Tuesday, September 22, 2020

Out of Sight, Out of Mind

My youngest son has an amazing memory for detail. If you play him a song he’s familiar with, he can tell you when he first heard it — year, month and sometimes day — where we were and what we were doing at the time, and probably what video game was released that week.

I, on the other hand, can go back into the ComingUntrue archives, read a two-year-old post, and wonder “Who wrote that?”

It was usually me.

I don’t know about you, but my memory is like a buffer that contains only the most urgent matters of necessity and back-files almost everything else. When it comes to retaining scripture, I find this tremendously disappointing, because it means I am always having to relearn what I previously discovered and even wrote down in great detail. Two, three or four years later, it seems all new to me.
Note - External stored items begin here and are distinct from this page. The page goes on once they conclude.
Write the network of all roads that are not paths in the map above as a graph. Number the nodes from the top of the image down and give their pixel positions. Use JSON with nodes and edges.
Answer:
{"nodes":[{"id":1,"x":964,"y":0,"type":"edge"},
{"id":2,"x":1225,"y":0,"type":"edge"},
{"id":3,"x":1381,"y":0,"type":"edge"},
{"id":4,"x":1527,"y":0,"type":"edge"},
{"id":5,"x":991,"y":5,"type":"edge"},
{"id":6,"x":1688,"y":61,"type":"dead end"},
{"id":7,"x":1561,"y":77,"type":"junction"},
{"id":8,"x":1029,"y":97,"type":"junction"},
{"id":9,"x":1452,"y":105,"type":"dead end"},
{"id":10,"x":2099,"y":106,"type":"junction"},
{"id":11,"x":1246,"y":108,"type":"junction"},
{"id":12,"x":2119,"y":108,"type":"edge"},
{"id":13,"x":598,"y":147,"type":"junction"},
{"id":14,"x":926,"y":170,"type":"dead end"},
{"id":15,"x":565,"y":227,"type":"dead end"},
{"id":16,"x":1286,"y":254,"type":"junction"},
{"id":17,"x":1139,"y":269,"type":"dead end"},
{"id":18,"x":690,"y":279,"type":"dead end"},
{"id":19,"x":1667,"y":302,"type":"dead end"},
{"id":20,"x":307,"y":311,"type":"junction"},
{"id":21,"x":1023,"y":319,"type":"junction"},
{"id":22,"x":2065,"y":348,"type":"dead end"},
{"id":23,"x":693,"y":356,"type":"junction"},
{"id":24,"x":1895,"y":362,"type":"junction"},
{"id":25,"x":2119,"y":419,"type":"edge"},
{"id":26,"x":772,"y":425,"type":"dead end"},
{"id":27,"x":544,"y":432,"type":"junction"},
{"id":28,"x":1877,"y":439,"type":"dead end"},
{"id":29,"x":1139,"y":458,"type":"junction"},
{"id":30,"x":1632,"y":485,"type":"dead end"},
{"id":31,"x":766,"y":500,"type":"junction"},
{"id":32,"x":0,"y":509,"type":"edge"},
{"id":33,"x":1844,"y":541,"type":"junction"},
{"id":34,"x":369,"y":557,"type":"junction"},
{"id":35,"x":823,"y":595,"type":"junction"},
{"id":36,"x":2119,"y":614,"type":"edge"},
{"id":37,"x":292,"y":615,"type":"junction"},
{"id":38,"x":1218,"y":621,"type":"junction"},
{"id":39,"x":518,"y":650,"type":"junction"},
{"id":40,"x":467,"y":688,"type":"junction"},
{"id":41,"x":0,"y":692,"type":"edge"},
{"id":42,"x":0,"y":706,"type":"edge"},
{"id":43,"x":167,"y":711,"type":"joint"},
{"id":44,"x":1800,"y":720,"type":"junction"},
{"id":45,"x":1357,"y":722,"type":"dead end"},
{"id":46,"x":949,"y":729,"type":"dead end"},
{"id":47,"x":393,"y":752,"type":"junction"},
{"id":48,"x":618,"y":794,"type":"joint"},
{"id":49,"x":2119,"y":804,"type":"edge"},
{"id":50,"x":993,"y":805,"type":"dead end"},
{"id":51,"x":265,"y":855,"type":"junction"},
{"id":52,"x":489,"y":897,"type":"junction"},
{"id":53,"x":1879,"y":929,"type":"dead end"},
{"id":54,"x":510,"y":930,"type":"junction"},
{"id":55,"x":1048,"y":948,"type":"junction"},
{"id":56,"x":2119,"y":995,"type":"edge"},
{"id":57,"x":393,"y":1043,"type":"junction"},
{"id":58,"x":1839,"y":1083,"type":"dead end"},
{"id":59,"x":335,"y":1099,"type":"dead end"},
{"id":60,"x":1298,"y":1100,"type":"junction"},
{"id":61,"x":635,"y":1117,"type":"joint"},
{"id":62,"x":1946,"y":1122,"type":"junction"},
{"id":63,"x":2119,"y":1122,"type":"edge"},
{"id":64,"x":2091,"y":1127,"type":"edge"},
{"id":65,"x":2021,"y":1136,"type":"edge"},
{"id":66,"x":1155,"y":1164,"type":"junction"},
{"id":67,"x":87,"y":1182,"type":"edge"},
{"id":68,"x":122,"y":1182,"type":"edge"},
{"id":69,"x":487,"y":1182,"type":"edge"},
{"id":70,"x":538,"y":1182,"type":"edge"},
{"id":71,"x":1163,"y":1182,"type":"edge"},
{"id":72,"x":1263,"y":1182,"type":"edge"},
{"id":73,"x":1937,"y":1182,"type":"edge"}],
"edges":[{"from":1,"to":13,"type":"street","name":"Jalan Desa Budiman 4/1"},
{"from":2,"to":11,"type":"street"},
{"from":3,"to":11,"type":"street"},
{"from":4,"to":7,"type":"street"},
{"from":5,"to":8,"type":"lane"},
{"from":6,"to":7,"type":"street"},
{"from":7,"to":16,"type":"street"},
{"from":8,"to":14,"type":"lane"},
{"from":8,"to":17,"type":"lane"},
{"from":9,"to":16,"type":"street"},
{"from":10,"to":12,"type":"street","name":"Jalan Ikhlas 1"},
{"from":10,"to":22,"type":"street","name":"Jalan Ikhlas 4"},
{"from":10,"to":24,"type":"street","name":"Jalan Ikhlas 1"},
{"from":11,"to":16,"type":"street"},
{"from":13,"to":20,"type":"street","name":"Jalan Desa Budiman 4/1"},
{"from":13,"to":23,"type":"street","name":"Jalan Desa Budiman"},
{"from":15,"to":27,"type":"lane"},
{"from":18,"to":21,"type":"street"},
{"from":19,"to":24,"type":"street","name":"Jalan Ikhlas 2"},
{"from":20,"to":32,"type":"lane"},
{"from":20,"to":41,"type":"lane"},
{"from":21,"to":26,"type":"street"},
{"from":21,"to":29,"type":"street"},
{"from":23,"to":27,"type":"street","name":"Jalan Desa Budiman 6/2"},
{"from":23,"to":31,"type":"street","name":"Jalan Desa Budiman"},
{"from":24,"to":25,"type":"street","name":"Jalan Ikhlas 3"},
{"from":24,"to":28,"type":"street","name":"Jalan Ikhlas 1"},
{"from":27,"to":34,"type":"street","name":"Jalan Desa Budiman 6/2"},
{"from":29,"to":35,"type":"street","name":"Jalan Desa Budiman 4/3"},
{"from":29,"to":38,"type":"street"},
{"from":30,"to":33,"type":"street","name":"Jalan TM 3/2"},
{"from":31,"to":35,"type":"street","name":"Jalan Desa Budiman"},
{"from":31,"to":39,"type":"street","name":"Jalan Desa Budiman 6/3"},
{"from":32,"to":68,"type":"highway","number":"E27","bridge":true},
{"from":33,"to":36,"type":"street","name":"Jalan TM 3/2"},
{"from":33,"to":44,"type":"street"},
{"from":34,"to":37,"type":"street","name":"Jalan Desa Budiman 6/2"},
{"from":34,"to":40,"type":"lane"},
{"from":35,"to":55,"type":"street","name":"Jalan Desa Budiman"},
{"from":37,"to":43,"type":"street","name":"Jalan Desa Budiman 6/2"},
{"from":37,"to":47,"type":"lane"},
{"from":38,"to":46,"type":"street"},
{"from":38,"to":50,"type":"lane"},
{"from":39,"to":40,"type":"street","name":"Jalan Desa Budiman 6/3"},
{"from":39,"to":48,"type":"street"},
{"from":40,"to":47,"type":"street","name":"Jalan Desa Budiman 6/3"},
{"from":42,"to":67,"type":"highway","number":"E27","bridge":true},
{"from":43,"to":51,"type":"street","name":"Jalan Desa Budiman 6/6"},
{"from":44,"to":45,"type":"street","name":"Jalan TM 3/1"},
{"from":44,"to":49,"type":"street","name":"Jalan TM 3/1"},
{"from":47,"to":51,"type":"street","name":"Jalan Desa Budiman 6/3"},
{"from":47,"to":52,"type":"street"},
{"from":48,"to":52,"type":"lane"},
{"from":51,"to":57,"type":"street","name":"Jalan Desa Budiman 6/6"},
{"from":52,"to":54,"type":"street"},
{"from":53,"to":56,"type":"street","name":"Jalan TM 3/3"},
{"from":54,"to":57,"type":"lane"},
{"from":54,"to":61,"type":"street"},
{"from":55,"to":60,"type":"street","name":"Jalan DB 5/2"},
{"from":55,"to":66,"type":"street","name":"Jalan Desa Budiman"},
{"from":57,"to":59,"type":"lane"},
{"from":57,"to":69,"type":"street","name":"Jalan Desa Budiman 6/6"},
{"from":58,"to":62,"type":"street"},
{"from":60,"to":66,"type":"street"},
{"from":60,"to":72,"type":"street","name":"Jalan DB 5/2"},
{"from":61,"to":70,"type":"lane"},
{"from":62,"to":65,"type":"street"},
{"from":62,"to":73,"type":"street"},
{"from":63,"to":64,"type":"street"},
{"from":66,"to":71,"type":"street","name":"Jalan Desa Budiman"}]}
Is it memory loss? I don’t think so. Give me even a small mental connection to hang other facts on, and it will begin to come back; not perfectly of course, but I usually know a great deal more about a “lost” subject or situation than I may initially imagine. It’s more like I have an inability to access certain memories on demand. They are still there, but down in the mind’s basement, or maybe out in the garage under a tarp and stacks of old newspapers where you really have to do some work to bring them back into the light of day.

I would be more concerned if it wasn’t obvious to me that most people I know are going through the same thing, and even more so as we age. One day my son’s memory will not work so well either. We must enjoy these things while we can.
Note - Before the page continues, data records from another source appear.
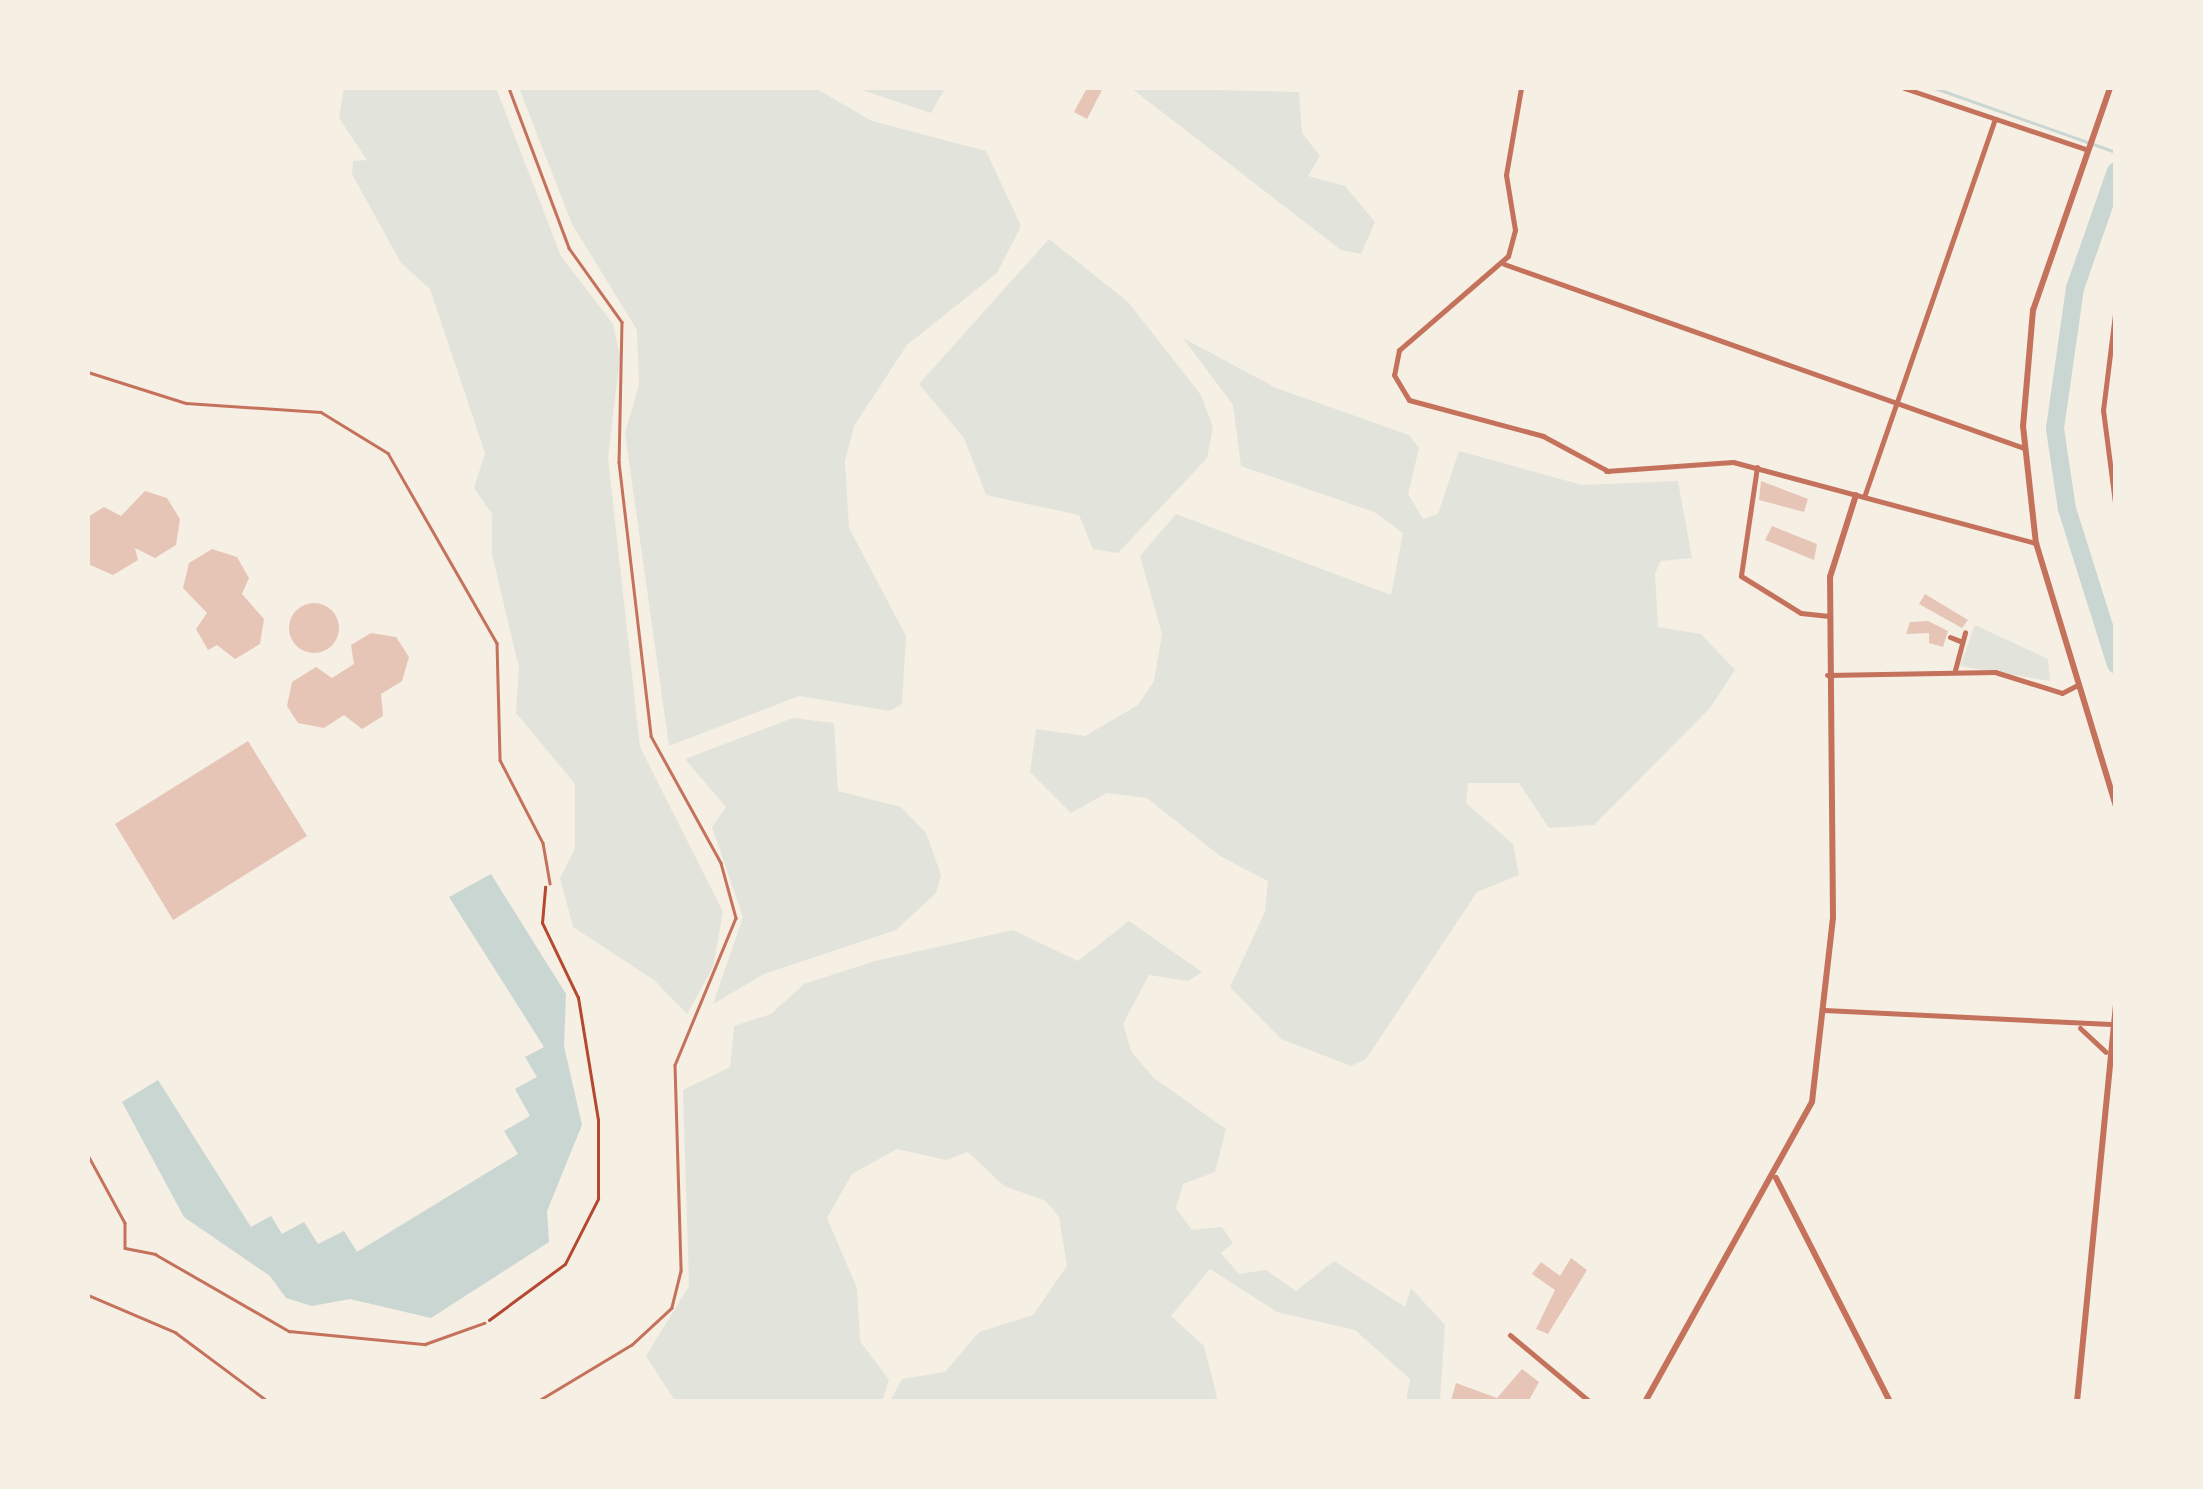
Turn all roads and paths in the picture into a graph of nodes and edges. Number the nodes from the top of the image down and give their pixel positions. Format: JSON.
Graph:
{"nodes":[{"id":1,"x":509,"y":88,"type":"edge"},
{"id":2,"x":1521,"y":88,"type":"edge"},
{"id":3,"x":1904,"y":88,"type":"edge"},
{"id":4,"x":2110,"y":88,"type":"edge"},
{"id":5,"x":1995,"y":118,"type":"junction"},
{"id":6,"x":2085,"y":149,"type":"junction"},
{"id":7,"x":1504,"y":264,"type":"junction"},
{"id":8,"x":2116,"y":306,"type":"edge"},
{"id":9,"x":88,"y":372,"type":"edge"},
{"id":10,"x":1898,"y":404,"type":"junction"},
{"id":11,"x":2024,"y":448,"type":"junction"},
{"id":12,"x":1756,"y":467,"type":"junction"},
{"id":13,"x":1860,"y":496,"type":"junction"},
{"id":14,"x":2116,"y":510,"type":"edge"},
{"id":15,"x":2036,"y":543,"type":"junction"},
{"id":16,"x":1829,"y":616,"type":"junction"},
{"id":17,"x":1965,"y":632,"type":"dead end"},
{"id":18,"x":1950,"y":637,"type":"dead end"},
{"id":19,"x":1960,"y":641,"type":"junction"},
{"id":20,"x":1955,"y":670,"type":"junction"},
{"id":21,"x":1827,"y":675,"type":"junction"},
{"id":22,"x":2081,"y":684,"type":"junction"},
{"id":23,"x":2116,"y":806,"type":"edge"},
{"id":24,"x":550,"y":884,"type":"joint"},
{"id":25,"x":2116,"y":1002,"type":"edge"},
{"id":26,"x":1824,"y":1010,"type":"junction"},
{"id":27,"x":2111,"y":1024,"type":"junction"},
{"id":28,"x":2080,"y":1028,"type":"junction"},
{"id":29,"x":2106,"y":1052,"type":"junction"},
{"id":30,"x":88,"y":1155,"type":"edge"},
{"id":31,"x":1776,"y":1177,"type":"junction"},
{"id":32,"x":88,"y":1295,"type":"edge"},
{"id":33,"x":484,"y":1323,"type":"joint"},
{"id":34,"x":1510,"y":1335,"type":"dead end"},
{"id":35,"x":269,"y":1402,"type":"edge"},
{"id":36,"x":537,"y":1402,"type":"edge"},
{"id":37,"x":1590,"y":1402,"type":"edge"},
{"id":38,"x":1645,"y":1402,"type":"edge"},
{"id":39,"x":1890,"y":1402,"type":"edge"},
{"id":40,"x":2077,"y":1402,"type":"edge"}],
"edges":[{"from":1,"to":36,"type":"lane"},
{"from":2,"to":7,"type":"street"},
{"from":3,"to":5,"type":"street"},
{"from":4,"to":6,"type":"street"},
{"from":5,"to":6,"type":"street"},
{"from":5,"to":10,"type":"street"},
{"from":6,"to":11,"type":"street"},
{"from":7,"to":10,"type":"street"},
{"from":7,"to":12,"type":"street"},
{"from":8,"to":14,"type":"street"},
{"from":9,"to":24,"type":"lane"},
{"from":10,"to":11,"type":"street"},
{"from":10,"to":13,"type":"street"},
{"from":11,"to":15,"type":"street"},
{"from":12,"to":13,"type":"street"},
{"from":12,"to":16,"type":"street"},
{"from":13,"to":15,"type":"street"},
{"from":13,"to":16,"type":"street"},
{"from":15,"to":22,"type":"street"},
{"from":16,"to":21,"type":"street"},
{"from":17,"to":19,"type":"street"},
{"from":18,"to":19,"type":"street"},
{"from":19,"to":20,"type":"street"},
{"from":20,"to":21,"type":"street"},
{"from":20,"to":22,"type":"street"},
{"from":21,"to":26,"type":"street"},
{"from":22,"to":23,"type":"street"},
{"from":24,"to":33,"type":"path"},
{"from":25,"to":27,"type":"street"},
{"from":26,"to":28,"type":"street"},
{"from":26,"to":31,"type":"street"},
{"from":27,"to":28,"type":"street"},
{"from":27,"to":29,"type":"street"},
{"from":28,"to":29,"type":"street"},
{"from":29,"to":40,"type":"street"},
{"from":30,"to":33,"type":"lane"},
{"from":31,"to":38,"type":"street"},
{"from":31,"to":39,"type":"street"},
{"from":32,"to":35,"type":"lane"},
{"from":34,"to":37,"type":"street"}]}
But why is that? Why do things we wish we could retain slip away so easily? Why has God made us in such a way that forgetfulness is part of the package? The obvious explanation is that it is a consequence of sin. Perhaps that is the case. But surely even perfected human beings must prioritize what they think about, giving some matters a higher percentage of their attention, and shunting inconsequential or unpleasant things into a less prominent position, where they rightly belong. It is difficult to imagine a mind so mechanically precise that it would hold every fact equally in its forefront at every moment. I’m not sure such an experience would even be desirable. God does not do it. Certain matters, once judicially dealt with, he takes off the table and very deliberately puts out of mind forever.

Yes, there are good things about forgetting. King Lemuel’s mother reminded him that it is good for the afflicted and for those in bitter distress to have even the temporary relief from misery that comes from forgetting.
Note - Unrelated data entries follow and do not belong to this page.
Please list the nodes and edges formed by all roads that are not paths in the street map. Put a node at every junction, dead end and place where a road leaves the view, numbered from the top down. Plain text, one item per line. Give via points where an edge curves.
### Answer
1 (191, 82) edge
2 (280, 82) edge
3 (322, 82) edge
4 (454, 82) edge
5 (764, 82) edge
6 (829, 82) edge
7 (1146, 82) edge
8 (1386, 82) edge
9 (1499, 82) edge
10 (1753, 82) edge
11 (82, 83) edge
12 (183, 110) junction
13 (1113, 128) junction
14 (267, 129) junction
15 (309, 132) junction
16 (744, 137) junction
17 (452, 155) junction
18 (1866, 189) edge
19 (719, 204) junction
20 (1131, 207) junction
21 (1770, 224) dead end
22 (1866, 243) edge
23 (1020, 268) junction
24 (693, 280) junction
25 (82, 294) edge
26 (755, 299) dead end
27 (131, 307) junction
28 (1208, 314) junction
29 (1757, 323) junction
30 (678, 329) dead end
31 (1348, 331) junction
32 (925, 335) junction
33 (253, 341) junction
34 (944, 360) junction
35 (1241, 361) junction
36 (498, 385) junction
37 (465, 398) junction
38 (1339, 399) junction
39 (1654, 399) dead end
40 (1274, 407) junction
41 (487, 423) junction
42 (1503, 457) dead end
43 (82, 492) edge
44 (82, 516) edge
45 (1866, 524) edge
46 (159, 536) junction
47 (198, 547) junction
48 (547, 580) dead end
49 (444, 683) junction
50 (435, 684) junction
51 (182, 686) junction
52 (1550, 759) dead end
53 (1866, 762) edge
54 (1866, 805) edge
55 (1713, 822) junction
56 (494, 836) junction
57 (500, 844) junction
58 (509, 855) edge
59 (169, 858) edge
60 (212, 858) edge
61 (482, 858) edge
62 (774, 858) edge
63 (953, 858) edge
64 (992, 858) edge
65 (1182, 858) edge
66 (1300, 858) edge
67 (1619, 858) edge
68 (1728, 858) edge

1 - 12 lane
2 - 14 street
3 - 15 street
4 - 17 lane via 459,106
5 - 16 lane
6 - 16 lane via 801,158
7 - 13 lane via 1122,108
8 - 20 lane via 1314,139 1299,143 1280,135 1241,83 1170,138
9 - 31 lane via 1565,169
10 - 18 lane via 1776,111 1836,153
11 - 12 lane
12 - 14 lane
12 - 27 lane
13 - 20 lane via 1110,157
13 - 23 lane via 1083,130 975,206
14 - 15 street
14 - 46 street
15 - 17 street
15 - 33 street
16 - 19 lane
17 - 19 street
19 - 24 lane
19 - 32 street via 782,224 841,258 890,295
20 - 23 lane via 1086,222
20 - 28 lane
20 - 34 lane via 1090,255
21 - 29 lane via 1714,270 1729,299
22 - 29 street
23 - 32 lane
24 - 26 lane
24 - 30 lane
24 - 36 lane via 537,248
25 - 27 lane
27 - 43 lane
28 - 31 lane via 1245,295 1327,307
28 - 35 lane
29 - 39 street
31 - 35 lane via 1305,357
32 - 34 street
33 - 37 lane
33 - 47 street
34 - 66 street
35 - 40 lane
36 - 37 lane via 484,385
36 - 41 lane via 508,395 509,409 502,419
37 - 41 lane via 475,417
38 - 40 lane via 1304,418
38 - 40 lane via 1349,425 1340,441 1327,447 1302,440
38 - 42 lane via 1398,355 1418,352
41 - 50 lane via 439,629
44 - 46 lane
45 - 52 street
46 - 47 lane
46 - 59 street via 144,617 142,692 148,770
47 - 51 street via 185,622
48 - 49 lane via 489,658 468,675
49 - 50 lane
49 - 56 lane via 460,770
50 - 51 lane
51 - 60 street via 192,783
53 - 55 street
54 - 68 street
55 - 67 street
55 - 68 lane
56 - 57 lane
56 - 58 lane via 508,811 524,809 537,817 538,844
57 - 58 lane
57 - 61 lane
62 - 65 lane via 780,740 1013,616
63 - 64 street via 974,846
Then there was Joseph, who named his firstborn son Manasseh, which means “forgotten”. He said, “God has made me forget all my hardship and all my father’s house.” This was a positive thing. He was commemorating his forgetfulness. For Joseph, the honors, pleasures and responsibilities of the present day had eclipsed the past and pushed it back out of sight. He attributed the change to God, and he was grateful for it.

Joseph serves as a reminder that whatever our current difficulties and sorrows may be, God can change them in the blink of an eye in ways we cannot imagine. Today’s burdens, which sometimes seem too great to carry, may be remembered tomorrow only in so far as we can thank our heavenly Father that they are no longer part of our day-to-day experience.